AW: Re: LD and Redundancy from Adrian Pohl on 2011-03-24 (public-lld@w3.org from March 2011)

From: Adrian Pohl <pohl@hbz-nrw.de>
Date: Thu, 24 Mar 2011 10:32:45 +0100
To: "public-lld" <public-lld@w3.org>
Cc: <culturegraph@lists.d-nb.de>
Message-Id: <4D8B1DCD020000140003E516@agrippa.hbz-nrw.de>
Hello,

German National Library and the hbz are working for some time now on a
service[1] to tackle the problem of redundancy or - as it is also called
- co-reference[2]. 

Basically the service groups identifiers and descriptions for same and
similar entities (records and bibliographic resources) and provides
trustworthy URIs which individual libraries can link their URIs from
their own namespace to. Thus, the approach is to establish some kind of
master-URIs that anybody can link to. As a resolving service it will
provide possible URIs to link to when someone puts in an identifier
(ISBN, OCL number, German National Library number etc.) or a record.
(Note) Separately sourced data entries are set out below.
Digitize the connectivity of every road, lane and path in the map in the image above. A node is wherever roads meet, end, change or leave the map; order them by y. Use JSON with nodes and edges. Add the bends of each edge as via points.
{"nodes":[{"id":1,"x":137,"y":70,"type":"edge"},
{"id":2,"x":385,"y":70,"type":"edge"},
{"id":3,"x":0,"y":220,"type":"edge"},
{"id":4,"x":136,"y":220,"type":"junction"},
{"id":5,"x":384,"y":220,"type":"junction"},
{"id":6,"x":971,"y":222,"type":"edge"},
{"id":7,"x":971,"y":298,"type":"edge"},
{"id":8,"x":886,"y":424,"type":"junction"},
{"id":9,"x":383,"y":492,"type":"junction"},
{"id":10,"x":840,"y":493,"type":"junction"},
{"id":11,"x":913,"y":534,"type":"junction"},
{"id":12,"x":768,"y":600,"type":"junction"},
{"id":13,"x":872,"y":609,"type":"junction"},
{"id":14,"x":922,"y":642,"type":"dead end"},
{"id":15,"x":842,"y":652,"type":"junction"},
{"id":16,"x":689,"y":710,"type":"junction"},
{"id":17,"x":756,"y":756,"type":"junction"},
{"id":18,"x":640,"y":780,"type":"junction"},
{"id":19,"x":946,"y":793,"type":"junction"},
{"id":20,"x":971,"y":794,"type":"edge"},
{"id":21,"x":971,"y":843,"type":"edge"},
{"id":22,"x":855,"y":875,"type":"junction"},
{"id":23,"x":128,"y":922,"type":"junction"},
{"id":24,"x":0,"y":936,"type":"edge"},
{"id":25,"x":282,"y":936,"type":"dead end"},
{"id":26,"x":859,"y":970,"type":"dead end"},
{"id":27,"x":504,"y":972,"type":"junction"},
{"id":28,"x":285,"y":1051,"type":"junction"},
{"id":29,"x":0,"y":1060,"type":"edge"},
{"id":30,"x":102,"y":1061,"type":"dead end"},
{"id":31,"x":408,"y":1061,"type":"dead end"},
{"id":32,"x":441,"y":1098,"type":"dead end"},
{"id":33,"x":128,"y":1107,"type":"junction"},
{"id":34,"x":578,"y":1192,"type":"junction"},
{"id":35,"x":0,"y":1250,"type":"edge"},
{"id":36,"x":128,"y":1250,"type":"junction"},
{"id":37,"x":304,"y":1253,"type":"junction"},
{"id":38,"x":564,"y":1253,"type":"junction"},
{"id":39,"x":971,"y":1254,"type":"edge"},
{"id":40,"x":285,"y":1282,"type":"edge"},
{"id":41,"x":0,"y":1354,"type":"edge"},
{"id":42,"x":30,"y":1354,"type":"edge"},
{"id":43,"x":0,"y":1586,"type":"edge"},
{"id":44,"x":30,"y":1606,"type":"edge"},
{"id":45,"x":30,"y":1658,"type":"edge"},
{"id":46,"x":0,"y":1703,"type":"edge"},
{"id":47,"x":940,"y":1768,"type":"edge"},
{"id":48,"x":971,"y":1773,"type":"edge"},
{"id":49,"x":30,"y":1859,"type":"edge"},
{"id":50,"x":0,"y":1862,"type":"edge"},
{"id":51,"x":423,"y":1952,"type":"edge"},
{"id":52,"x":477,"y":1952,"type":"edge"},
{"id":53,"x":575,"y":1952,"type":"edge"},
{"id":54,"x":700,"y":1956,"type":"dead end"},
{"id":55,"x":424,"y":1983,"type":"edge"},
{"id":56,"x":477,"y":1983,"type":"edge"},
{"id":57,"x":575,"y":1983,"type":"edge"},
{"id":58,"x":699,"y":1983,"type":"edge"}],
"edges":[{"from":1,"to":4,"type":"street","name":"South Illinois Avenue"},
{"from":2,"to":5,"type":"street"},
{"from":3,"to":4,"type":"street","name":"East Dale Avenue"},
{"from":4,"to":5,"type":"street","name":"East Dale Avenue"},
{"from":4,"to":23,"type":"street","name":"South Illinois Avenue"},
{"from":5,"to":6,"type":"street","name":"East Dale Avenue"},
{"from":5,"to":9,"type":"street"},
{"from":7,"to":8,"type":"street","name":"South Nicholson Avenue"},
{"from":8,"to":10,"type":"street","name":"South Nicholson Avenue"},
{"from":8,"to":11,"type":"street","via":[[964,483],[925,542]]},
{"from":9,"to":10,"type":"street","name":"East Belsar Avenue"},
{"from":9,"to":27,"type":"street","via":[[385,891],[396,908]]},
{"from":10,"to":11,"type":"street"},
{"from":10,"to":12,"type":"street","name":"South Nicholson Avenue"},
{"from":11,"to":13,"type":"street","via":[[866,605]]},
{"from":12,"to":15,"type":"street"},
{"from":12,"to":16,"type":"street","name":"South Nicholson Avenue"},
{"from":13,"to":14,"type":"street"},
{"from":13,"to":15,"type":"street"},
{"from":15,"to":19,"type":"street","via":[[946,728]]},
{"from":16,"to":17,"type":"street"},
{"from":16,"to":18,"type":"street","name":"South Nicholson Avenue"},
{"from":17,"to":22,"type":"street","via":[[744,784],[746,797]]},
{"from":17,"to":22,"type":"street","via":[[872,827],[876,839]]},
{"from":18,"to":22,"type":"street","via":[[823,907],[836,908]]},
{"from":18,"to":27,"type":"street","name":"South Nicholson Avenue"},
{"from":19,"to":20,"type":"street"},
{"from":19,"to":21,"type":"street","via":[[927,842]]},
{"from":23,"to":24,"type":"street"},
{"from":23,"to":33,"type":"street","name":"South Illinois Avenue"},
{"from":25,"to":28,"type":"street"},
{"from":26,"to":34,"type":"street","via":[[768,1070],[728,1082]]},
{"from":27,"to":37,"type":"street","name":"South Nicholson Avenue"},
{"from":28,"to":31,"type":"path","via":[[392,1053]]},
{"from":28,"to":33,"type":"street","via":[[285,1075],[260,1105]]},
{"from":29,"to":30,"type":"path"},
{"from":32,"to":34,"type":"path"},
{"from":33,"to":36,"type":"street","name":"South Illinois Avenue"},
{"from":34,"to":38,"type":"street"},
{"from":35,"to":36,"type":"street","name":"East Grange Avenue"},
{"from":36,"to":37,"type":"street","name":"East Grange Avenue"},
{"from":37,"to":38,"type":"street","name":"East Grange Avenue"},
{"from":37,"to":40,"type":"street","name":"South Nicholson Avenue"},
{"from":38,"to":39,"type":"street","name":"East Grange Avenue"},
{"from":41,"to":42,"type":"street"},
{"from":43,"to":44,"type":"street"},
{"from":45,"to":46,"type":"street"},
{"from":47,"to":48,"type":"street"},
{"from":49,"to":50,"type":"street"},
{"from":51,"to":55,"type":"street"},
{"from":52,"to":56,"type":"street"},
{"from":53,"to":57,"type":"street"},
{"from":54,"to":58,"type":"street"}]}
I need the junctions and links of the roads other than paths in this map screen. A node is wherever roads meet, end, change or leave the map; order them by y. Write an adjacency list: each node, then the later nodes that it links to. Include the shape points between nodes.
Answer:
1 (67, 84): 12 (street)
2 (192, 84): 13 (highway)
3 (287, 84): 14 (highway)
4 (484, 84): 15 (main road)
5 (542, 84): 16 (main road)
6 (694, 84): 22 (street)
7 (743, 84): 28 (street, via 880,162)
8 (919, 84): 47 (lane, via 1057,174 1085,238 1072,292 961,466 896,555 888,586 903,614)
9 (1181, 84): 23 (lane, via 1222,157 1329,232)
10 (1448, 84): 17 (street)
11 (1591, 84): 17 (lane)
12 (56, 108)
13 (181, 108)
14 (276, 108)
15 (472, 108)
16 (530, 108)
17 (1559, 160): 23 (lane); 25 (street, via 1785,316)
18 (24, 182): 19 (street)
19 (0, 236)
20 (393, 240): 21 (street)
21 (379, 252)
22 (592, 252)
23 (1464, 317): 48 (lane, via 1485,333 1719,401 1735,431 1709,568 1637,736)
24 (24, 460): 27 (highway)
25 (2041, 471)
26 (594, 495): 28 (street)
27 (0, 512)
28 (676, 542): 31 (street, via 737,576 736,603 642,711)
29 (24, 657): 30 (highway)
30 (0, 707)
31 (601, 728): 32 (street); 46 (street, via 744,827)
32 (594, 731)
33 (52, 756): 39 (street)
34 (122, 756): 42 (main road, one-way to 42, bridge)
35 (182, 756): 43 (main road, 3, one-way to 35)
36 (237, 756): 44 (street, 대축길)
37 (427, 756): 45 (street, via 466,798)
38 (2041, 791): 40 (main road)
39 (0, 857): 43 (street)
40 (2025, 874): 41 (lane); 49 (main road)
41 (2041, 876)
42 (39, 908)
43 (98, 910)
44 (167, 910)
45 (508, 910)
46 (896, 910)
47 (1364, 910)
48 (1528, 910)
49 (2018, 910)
If
a bibliographic entity isn't described yet it will create a new URI. The
service is based on a NoSQL data base for indexing and matching
purposes. The information about co-occurence of identifiers will be
provided as Linked Open Data. Also, the underlying software is Open
Source.[3]

By now, this project is focussed on data from the German library
networks as we can concentrate in the first step on some helpful
identifiers which aren't in use internationally. Also, it is possible to
match records from institutions which haven't published Linked Data yet:
We are cooperating with the German Working Group of Library Networks and
get data from all six library networks to do the matching. Nonetheless,
the service isn't intended to be limited to German data in the
future...

More information about this project (in German only) can be found at
[4]. A prototype will be ready in the next weeks.

Adrian

[1] See the announcement at
http://www.hbz-nrw.de/dokumentencenter/presse/pm/culturegraph_en and
the about text at http://www.culturegraph.org/website/about_en.htm

[2] For references about co-reference in the Semantic Web see
http://www.bibsonomy.org/user/acka47/co-reference.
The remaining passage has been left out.